Im 19. und noch im 20. Jahrhundert war „Zukunft“ ein entscheidender Antriebsmotor für gesellschaftliche Imaginationskraft, für die Artikulation von Wünschen, und ein Kulminationspunkt von individuellen und kollektiven Begehren. Eine zuversichtliche Grundhaltung ihr gegenüber war für die politischen und künstlerischen Praxisformen der Moderne charakteristisch. Geschichtliche Erfahrung von Katastrophen, Desillusion über die politischen Entwürfe und technische Umwälzungen diskreditierten diesen Fortschritts- und Zukunftsglauben nachhaltig. Die Dekonstruktion großer sinnstiftender Erzählungen und die Denunziation ihres Anteils am Unheilvollen charakterisierten die Sequenz der Postmoderne. Nicht zuletzt angesichts knapper natürlicher Ressourcen und nahender ökologischer Katastrophen ist Zukunft heute vorrangig mit negativen Affekten belegt. Statt als gesellschaftliche Projektionsfläche von Begehren zu dienen, hat sich „Zukunft“ in ein Sammelbecken von Unsicherheit und Angst verwandelt. Der heutige Zukunftsbezug drückt sich so eher in Formen der Mahnung, Askese und (Vor-)Sorge aus.
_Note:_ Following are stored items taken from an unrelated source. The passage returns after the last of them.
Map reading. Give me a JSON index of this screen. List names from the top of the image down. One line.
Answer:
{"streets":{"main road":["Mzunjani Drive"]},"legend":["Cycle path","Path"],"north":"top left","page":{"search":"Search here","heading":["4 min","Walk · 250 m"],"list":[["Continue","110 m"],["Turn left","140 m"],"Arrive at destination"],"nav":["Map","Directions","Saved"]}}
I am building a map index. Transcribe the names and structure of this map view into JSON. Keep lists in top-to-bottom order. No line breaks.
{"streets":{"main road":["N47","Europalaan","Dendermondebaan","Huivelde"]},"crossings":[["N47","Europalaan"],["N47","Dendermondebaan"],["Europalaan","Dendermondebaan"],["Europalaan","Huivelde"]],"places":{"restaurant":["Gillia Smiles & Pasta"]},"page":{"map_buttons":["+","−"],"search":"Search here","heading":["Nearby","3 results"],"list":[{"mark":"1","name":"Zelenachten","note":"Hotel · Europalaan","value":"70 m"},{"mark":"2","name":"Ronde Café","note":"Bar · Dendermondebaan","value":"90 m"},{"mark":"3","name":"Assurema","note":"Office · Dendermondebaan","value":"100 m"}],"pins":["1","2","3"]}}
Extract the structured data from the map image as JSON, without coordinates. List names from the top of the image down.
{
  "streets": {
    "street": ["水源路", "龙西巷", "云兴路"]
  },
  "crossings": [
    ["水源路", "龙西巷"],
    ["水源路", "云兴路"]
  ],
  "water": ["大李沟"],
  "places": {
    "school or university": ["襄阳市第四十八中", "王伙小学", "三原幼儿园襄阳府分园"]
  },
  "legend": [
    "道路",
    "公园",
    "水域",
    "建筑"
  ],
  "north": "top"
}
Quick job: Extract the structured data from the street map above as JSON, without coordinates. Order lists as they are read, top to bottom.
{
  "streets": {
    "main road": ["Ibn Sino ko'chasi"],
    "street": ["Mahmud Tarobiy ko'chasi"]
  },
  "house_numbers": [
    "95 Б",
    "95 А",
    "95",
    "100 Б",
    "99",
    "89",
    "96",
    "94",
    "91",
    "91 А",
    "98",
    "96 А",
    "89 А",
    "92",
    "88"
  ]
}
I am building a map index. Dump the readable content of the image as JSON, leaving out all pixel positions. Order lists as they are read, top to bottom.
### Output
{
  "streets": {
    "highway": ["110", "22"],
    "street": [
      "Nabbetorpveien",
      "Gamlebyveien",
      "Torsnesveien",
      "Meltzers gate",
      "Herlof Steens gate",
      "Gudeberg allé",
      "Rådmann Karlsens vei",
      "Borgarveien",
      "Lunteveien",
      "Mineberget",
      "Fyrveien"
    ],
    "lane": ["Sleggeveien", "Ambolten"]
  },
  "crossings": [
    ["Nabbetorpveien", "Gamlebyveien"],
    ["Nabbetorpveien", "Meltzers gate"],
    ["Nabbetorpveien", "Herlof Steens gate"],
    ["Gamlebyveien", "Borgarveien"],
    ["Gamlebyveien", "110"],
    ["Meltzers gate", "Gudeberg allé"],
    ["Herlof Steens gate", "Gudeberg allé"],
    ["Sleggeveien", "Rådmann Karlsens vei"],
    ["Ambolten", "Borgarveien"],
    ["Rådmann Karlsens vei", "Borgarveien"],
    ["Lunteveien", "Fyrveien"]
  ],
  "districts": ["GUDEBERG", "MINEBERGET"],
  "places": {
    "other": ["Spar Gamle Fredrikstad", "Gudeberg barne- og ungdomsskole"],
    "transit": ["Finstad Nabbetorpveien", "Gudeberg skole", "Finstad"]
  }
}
Um den jetzigen Zustand zu erhalten, gelte es Maßnahmen der Entsagung einzuleiten – darin ähneln sich die Moral ökologischer Initiativen und die Glaubenssätze der Ökonomie.

Zwar führten die jüngsten ökonomischen „Krisen“ zu einem ungeahnten quantitativen Ausmaß von Protest und Kritik, ein wirkliches politisches Umdenken zogen sie aber nicht nach sich. (Es scheint als hätten übermäßiges Wissen und distanzierende Kritik eher entlastende Funktionen.) Eine regelrechte Pervertierung moderner Zukunftsorientierung zeigt sich in der Rede von der „Alternativlosigkeit“ gegenwärtiger Entscheidungen, mit der politische Eliten von vorne herein Diskussionen über den Charakter unseres Zusammenlebens blockieren. „There is no alternative“, so lautet einst wie heute die Parole, die der so genannten Sicherung des Wohlstands dient. Wir müssen so handeln, „zum Wohl unserer Kinder“, „zum Wohle der Zukunft“. Damit es weitergeht und sich nichts ändert.

Die Atmosphäre der ABSOLUTEN GEGENWART durchlöchern schlagartig „Fundamentalismen“ und terroristische Aktionen, während zeitgleich in der post-politischen „Mitte“ Ressentiments massiver und ungenierter an die Oberfläche drängen. Darüber hinaus scheinen Fatalismus einerseits und ironische Distanz und Zynismus andererseits in linken und liberal-demokratischen Kreisen die prägenden Reaktionsweisen auf die ABSOLUTE GEGENWART zu sein. Aus der sozialen, ökonomischen und ökologischen Problemlage resultieren so vorrangig private Resignation und individuelle Ohnmachtsgefühle statt politische oder künstlerische Artikulationsformen. (Rest-)Zufriedenheit, Ideenlosigkeit und das Mantra der Alternativlosigkeit amalgamieren sich. „ABSOLUT“ ist diese Gegenwart, nicht nur da sie sich als eigentümliche Gleichgültigkeit und Zeitlosigkeit entpuppt, sondern auch weil substanzielle Veränderungen in ihr zunehmend undenkbar werden.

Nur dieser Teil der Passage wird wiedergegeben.